Isso fica patente no coro da comunicação social portuguesa contra a corrupção e a violação das liberdades individuais por parte do regime angolano, coro tanto mais sonoro quanto a corrupção e a violação das liberdades individuais por parte da burguesia portuguesa são mantidas em adequada surdina e sempre tratadas como “excepções”.

Ficou patente também na desavergonhada posição do clã Soares pela voz de João Soares e Alfredo Barroso (tributo ao amigo Savimbi?), que chegaram a comparar o regime de Luanda ao de Salazar (!) — a ponto de serem figuras da direita, como o embaixador Martins da Cruz, a mostrar o disparate da comparação e a desmenti-los com factos irrefutáveis.

Ficou ainda patente na desgraçada posição do Bloco de Esquerda na interpelação parlamentar ao ministro dos Negócios Estrangeiros, Rui Machete, em que a indignada deputada Helena Pinto se fez paladina da “ética”, da “honra e prestígio do nosso país”, da “credibilidade do Estado de direito”, contra a “subserviência inadmissível” do pedido de desculpas de Machete, coisa que “nunca devia ter feito” sobretudo “aos microfones de um estado estrangeiro”. Podia ser conseguida mais completa omissão e absolvição das ambições da burguesia portuguesa, escondidas atrás do folhetim das investigações do Ministério Público? (*)

Quando o presidente angolano declarou há dias que a “parceria estratégica” com Portugal não era prioridade de Angola, e quando o ministro dos Negócios Estrangeiros angolano confirmou que as atenções de Angola se viram sobretudo para a África do Sul, a China ou o Brasil — estavam evidentemente a contra-atacar e a tentar anular o escândalo que pode resultar das investigações. Mas não só. Estavam também a lembrar aquilo que é óbvio: que a burguesia angolana tem hoje meios e um campo de manobra muito mais vasto que a burguesia portuguesa e que isso lhe dá capacidade para se virar para outros parceiros sem ter de prestar vassalagem ao capital português.

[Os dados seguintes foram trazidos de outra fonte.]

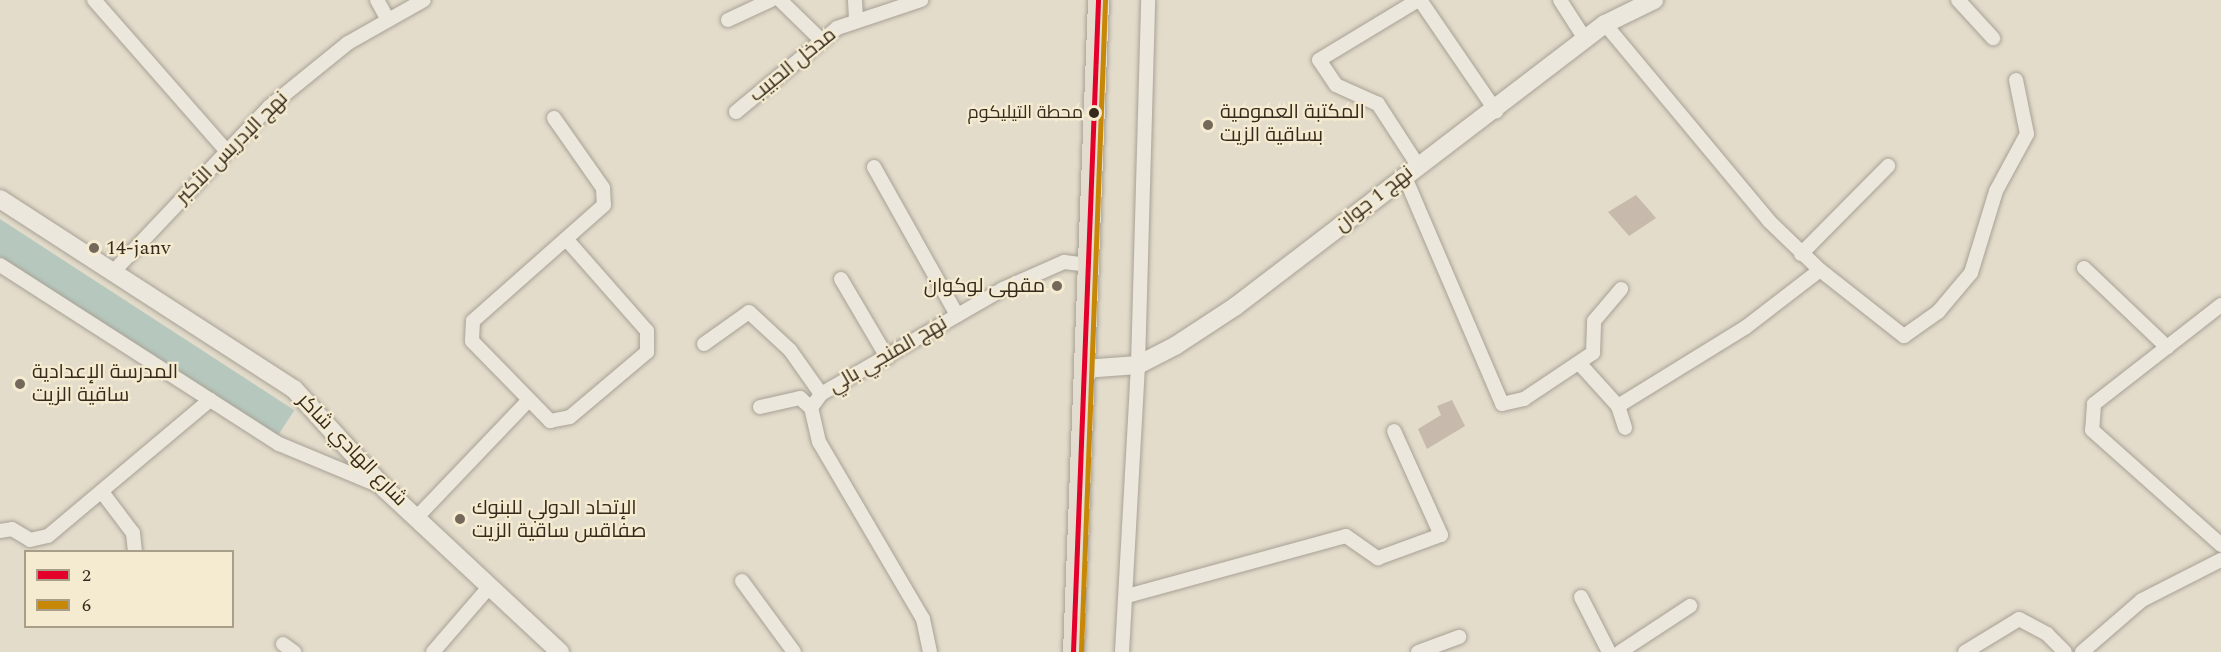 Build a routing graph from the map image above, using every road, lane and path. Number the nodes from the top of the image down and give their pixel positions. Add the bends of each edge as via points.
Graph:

É isto que permite entender o pedido de desculpas a Luanda do apatetado Machete; ou as diligências “entre gabinetes” promovidas por Cavaco Silva tentando “normalizar as relações”; ou as declarações de Ricardo Salgado, presidente do BES, de que é preciso “fazer tudo para que a relação de familiaridade com Angola seja recuperada”. A razão desse “fazer tudo” é simples, ainda segundo Ricardo Salgado: “Isso é crítico para o País”, ou seja, para o capital português.

Os negócios de parte a parte (é essa a única “familiaridade” em causa) vão certamente prosseguir, movidos exclusivamente pelos interesses respectivos dos capitais que estão em jogo. Mas não segundo as regras que a burguesia portuguesa gostaria de ditar. É isso que dói aos briosos patriotas que levantam a voz em defesa da “honra” do país.

(*) Ao que se sabe, figuras portuguesas são igualmente alvo das investigações do Ministério Público, mas a “fuga de informações” terá visado, cirurgicamente, os angolanos. Soube-se também, recentemente, que um dos processos, contra o Procurador-geral de Angola, aberto em Dezembro de 2011, foi arquivado em Julho de 2013 — mas a comunicação do arquivamento foi feita apenas em Outubro. Como ironizou o advogado do visado, a Justiça portuguesa não consegue guardar segredo de justiça, mas consegue guardar segredo de arquivamento.